## Brace yourselves

---

## Into statistical learning with unsupervised learning

What is __statistical learning?__

--

[Preface of Introduction to Statistical Learning with Applications in R (ISLR)](

> _refers to a set of tools for modeling and understanding complex datasets_

--

What is __unsupervised learning?__

--

We have `\(p\)` variables for `\(n\)` observations `\(X_1,\dots,X_n\)`, and for observation `\(i\)`:

`$$X_{i1},X_{i2},\ldots,X_{ip} \sim P$$`

- `\(P\)` is a `\(p\)`-dimensional distribution that we might not know much about *a priori*.

- _unsupervised_: none of the variables are __response__ variables, i.e., there are no labeled data

--

Think of unsupervised learning as __an extension of EDA...__

--

- `\(\Rightarrow\)` __there is no unique right answer!__

???

- Statistical learning is the process of ascertaining (discovering) associations between groups of variables
- unsupervised learning - where the goal is to discover interesting things about the data

---

## What is clustering (aka cluster analysis)?

--

[ISLR 10.3](

> _very broad set of techniques for finding subgroups, or clusters, in a dataset_

--

__Goals__:

- observations __within__ clusters are __more similar__ to each other,

- observations __in different__ clusters are __more different__ from each other

--

How do we define __distance / dissimilarity__ between observations?

--

- e.g. __Euclidean distance__ between observations `\(i\)` and `\(j\)`

`$$d(x_i, x_j) = \sqrt{(x_{i1}-x_{j1})^2 + \cdots + (x_{ip}-x_{jp})^2}$$`

--

__Units matter!__

--

- one variable may _dominate_ others when computing Euclidean distance because its range is much larger

- can standardize each variable / column of dataset to have mean 0 and standard divation 1 with `scale()`

- __but we may value the separation in that variable!__ (so just be careful...)

???

It is the partitioning of data into homogeneous subgroups
Goal define clusters for which the within-cluster variation is relatively small, i.e. observations within clusters are similar to each other ---

## What's the clustering objective?

- `\(C_1, \dots, C_K\)` are _sets_ containing indices of observations in each of the `\(K\)` clusters

- if observation `\(i\)` is in cluster `\(k\)`, then `\(i \in C_k\)`

--

- We want to minimize the __within-cluster variation__ `\(W(C_k)\)` for each cluster `\(C_k\)` and solve:

`$$\underset{C_1, \dots, C_K}{\text{minimize}} \Big\{ \sum_{k=1}^K W(C_k) \Big\}$$`

- Can define using the __squared Euclidean distance__ ( `\(|C_k| = n_k =\)` # observations in cluster `\(k\)`)
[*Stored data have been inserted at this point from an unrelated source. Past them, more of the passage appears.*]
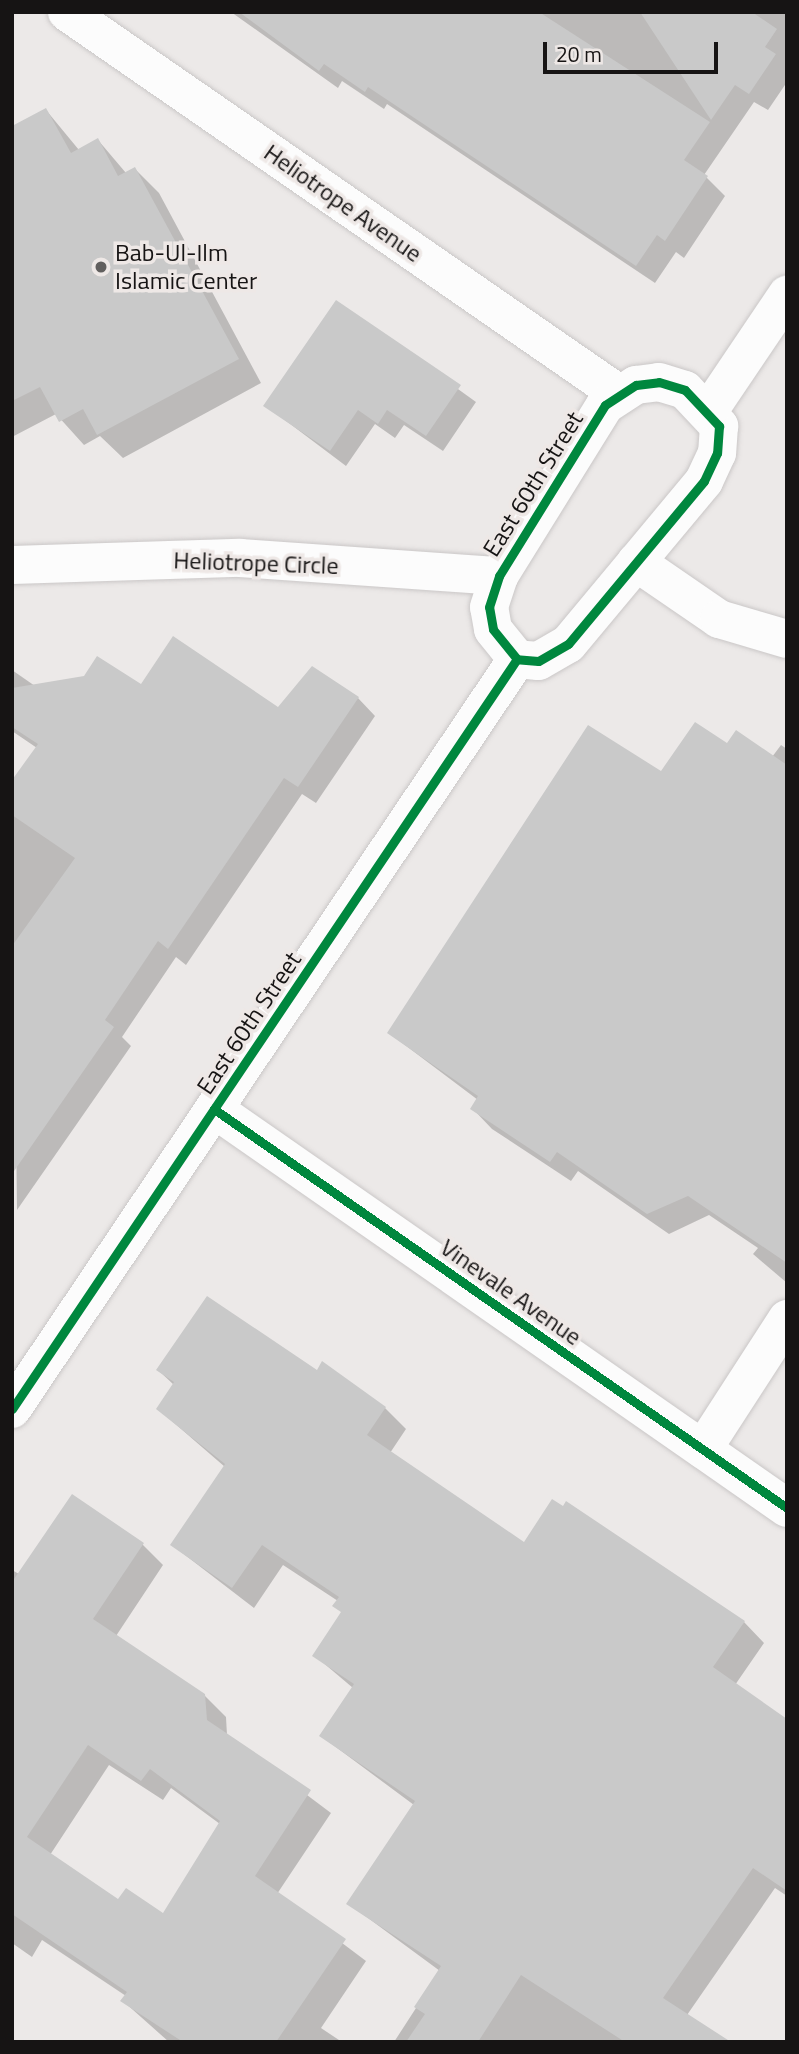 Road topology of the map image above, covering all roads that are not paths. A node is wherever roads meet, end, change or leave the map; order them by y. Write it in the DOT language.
graph roads {
  1 [pos="67,12"];
  2 [pos="787,295"];
  3 [pos="619,394"];
  4 [pos="710,410"];
  5 [pos="636,562"];
  6 [pos="12,565"];
  7 [pos="499,576"];
  8 [pos="787,639"];
  9 [pos="517,659"];
  10 [pos="214,1109"];
  11 [pos="787,1319"];
  12 [pos="12,1409"];
  13 [pos="703,1449"];
  14 [pos="787,1508"];
  1 -- 3 [label="street, Heliotrope Avenue"];
  2 -- 4 [label="street"];
  3 -- 4 [label="street"];
  3 -- 7 [label="street, East 60th Street"];
  4 -- 5 [label="street"];
  5 -- 8 [label="street"];
  5 -- 9 [label="street"];
  6 -- 7 [label="street, Heliotrope Circle"];
  7 -- 9 [label="street, East 60th Street"];
  9 -- 10 [label="street, East 60th Street"];
  10 -- 12 [label="street, East 60th Street"];
  10 -- 13 [label="street, Vinevale Avenue"];
  11 -- 13 [label="street"];
  13 -- 14 [label="street, Vinevale Avenue"];
} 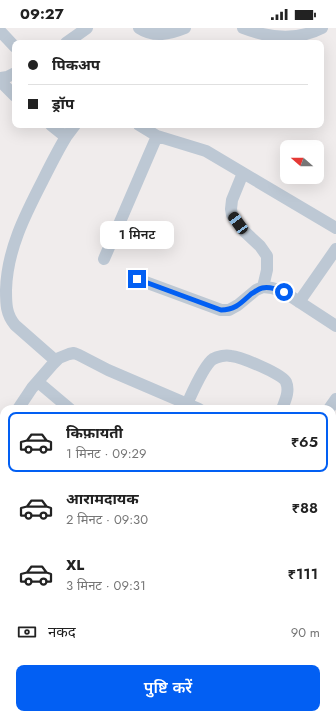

`$$W(C_k) = \frac{1}{|C_k|}\sum_{i,j \in C_k} d(x_i, x_j)^2$$`

--

__So how can we solve this?__

---

## K-means clustering

- __No universally accepted metric that leads one to conclude that a particular value of `\(K\)` is optimal__

- Results will change from run to run unless you explicitly set the random number seed

- To mitigate randomness, set `nstart` argument in the function call to a large number (e.g., 50), and select the best result (smallest value of __within-cluster variation__)

???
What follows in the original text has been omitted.